◆ **What you have to do**: Write out the records in full and without alteration, setting aside their pictures.

━━ Source material ━━

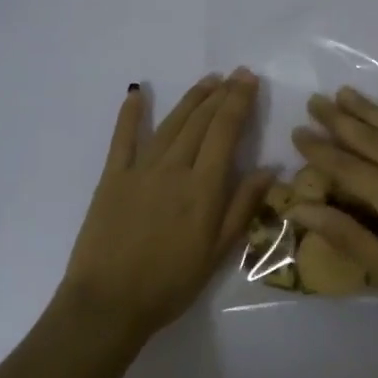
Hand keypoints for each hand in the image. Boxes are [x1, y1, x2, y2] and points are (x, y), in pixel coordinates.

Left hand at [56, 71, 274, 343]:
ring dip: (190, 99)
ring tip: (207, 81)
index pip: (225, 132)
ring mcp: (139, 170)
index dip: (238, 102)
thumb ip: (242, 207)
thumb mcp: (217, 252)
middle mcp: (173, 168)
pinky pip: (122, 139)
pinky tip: (137, 93)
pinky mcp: (112, 178)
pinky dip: (130, 114)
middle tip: (234, 74)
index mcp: (203, 187)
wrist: (108, 302)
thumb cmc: (170, 283)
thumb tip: (269, 169)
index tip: (249, 79)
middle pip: (200, 122)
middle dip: (220, 94)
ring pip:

━━━

◆ **Output**:
Hand keypoints for each hand in the image. Boxes are [x1, y1, x2, y2] and points are (x, y), in pixel coordinates.

Left hand at [56, 71, 274, 343]:
ring dip: (190, 99)
ring tip: (207, 81)
index pip: (225, 132)
ring mcp: (139, 170)
index dip: (238, 102)
thumb ip: (242, 207)
thumb mcp: (217, 252)
middle mcp: (173, 168)
pinky pip: (122, 139)
pinky tip: (137, 93)
pinky mcp: (112, 178)
pinky dip: (130, 114)
middle tip: (234, 74)
index mcp: (203, 187)
wrist: (108, 302)
thumb cmc: (170, 283)
thumb tip: (269, 169)
index tip: (249, 79)
middle pip: (200, 122)
middle dip: (220, 94)
ring pip:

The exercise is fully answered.